● What the task requires
Give the data again in full, exactly as written below.

[Entries shown — start]

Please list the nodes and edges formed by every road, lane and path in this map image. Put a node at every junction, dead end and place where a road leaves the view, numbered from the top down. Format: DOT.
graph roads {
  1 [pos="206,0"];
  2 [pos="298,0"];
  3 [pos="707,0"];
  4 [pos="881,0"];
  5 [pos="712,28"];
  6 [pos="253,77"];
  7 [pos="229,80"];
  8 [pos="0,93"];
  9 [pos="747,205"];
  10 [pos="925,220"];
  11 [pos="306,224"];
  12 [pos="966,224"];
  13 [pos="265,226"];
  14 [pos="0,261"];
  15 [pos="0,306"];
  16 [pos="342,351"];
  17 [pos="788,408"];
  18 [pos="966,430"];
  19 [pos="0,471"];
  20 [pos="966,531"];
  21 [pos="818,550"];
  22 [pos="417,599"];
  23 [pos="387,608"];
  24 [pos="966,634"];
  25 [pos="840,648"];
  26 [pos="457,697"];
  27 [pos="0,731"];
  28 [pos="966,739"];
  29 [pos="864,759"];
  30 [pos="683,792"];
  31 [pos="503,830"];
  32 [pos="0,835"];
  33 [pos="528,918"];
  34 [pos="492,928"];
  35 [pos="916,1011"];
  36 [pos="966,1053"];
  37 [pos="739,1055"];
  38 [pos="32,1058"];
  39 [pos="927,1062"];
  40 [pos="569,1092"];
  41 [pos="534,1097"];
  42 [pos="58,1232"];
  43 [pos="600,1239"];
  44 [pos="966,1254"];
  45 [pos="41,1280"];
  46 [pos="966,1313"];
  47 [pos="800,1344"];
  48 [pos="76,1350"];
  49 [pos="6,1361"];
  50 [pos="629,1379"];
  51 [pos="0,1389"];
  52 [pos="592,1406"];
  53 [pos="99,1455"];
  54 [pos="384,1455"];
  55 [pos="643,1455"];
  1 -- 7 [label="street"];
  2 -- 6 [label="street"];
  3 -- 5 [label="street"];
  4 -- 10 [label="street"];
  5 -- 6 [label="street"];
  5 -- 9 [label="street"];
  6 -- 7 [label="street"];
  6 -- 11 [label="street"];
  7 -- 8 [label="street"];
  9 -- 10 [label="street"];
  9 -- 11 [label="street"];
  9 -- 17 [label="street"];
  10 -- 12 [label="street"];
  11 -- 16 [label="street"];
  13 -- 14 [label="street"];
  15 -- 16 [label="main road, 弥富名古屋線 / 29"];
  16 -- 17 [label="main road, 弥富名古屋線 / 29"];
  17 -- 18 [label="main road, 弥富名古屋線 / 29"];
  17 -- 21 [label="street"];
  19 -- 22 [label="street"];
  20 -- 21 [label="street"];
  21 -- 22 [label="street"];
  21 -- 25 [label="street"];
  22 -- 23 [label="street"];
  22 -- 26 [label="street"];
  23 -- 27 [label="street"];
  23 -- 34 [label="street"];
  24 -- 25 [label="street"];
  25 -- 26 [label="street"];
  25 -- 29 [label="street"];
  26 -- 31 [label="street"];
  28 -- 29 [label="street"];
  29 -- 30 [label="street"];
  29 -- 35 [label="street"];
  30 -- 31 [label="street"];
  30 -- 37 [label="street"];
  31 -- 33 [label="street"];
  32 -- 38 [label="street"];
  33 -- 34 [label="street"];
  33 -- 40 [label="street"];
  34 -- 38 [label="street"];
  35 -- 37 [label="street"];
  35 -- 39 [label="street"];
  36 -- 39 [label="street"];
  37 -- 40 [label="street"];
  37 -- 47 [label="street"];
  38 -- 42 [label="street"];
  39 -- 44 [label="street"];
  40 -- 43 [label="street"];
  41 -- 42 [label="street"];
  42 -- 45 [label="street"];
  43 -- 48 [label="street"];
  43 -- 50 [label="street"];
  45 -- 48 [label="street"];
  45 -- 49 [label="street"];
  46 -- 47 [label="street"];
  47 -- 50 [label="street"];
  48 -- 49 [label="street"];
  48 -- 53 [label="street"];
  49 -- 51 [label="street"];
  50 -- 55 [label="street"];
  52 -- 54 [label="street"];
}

[Entries shown — finish]

● Result of the task
Please list the nodes and edges formed by every road, lane and path in this map image. Put a node at every junction, dead end and place where a road leaves the view, numbered from the top down. Format: DOT.
graph roads {
  1 [pos="206,0"];
  2 [pos="298,0"];
  3 [pos="707,0"];
  4 [pos="881,0"];
  5 [pos="712,28"];
  6 [pos="253,77"];
  7 [pos="229,80"];
  8 [pos="0,93"];
  9 [pos="747,205"];
  10 [pos="925,220"];
  11 [pos="306,224"];
  12 [pos="966,224"];
  13 [pos="265,226"];
  14 [pos="0,261"];
  15 [pos="0,306"];
  16 [pos="342,351"];
  17 [pos="788,408"];
  18 [pos="966,430"];
  19 [pos="0,471"];
  20 [pos="966,531"];
  21 [pos="818,550"];
  22 [pos="417,599"];
  23 [pos="387,608"];
  24 [pos="966,634"];
  25 [pos="840,648"];
  26 [pos="457,697"];
  27 [pos="0,731"];
  28 [pos="966,739"];
  29 [pos="864,759"];
  30 [pos="683,792"];
  31 [pos="503,830"];
  32 [pos="0,835"];
  33 [pos="528,918"];
  34 [pos="492,928"];
  35 [pos="916,1011"];
  36 [pos="966,1053"];
  37 [pos="739,1055"];
  38 [pos="32,1058"];
  39 [pos="927,1062"];
  40 [pos="569,1092"];
  41 [pos="534,1097"];
  42 [pos="58,1232"];
  43 [pos="600,1239"];
  44 [pos="966,1254"];
  45 [pos="41,1280"];
  46 [pos="966,1313"];
  47 [pos="800,1344"];
  48 [pos="76,1350"];
  49 [pos="6,1361"];
  50 [pos="629,1379"];
  51 [pos="0,1389"];
  52 [pos="592,1406"];
  53 [pos="99,1455"];
  54 [pos="384,1455"];
  55 [pos="643,1455"];
  1 -- 7 [label="street"];
  2 -- 6 [label="street"];
  3 -- 5 [label="street"];
  4 -- 10 [label="street"];
  5 -- 6 [label="street"];
  5 -- 9 [label="street"];
  6 -- 7 [label="street"];
  6 -- 11 [label="street"];
  7 -- 8 [label="street"];
  9 -- 10 [label="street"];
  9 -- 11 [label="street"];
  9 -- 17 [label="street"];
  10 -- 12 [label="street"];
  11 -- 16 [label="street"];
  13 -- 14 [label="street"];
  15 -- 16 [label="main road, 弥富名古屋線 / 29"];
  16 -- 17 [label="main road, 弥富名古屋線 / 29"];
  17 -- 18 [label="main road, 弥富名古屋線 / 29"];
  17 -- 21 [label="street"];
  19 -- 22 [label="street"];
  20 -- 21 [label="street"];
  21 -- 22 [label="street"];
  21 -- 25 [label="street"];
  22 -- 23 [label="street"];
  22 -- 26 [label="street"];
  23 -- 27 [label="street"];
  23 -- 34 [label="street"];
  24 -- 25 [label="street"];
  25 -- 26 [label="street"];
  25 -- 29 [label="street"];
  26 -- 31 [label="street"];
  28 -- 29 [label="street"];
  29 -- 30 [label="street"];
  29 -- 35 [label="street"];
  30 -- 31 [label="street"];
  30 -- 37 [label="street"];
  31 -- 33 [label="street"];
  32 -- 38 [label="street"];
  33 -- 34 [label="street"];
  33 -- 40 [label="street"];
  34 -- 38 [label="street"];
  35 -- 37 [label="street"];
  35 -- 39 [label="street"];
  36 -- 39 [label="street"];
  37 -- 40 [label="street"];
  37 -- 47 [label="street"];
  38 -- 42 [label="street"];
  39 -- 44 [label="street"];
  40 -- 43 [label="street"];
  41 -- 42 [label="street"];
  42 -- 45 [label="street"];
  43 -- 48 [label="street"];
  43 -- 50 [label="street"];
  45 -- 48 [label="street"];
  45 -- 49 [label="street"];
  46 -- 47 [label="street"];
  47 -- 50 [label="street"];
  48 -- 49 [label="street"];
  48 -- 53 [label="street"];
  49 -- 51 [label="street"];
  50 -- 55 [label="street"];
  52 -- 54 [label="street"];
}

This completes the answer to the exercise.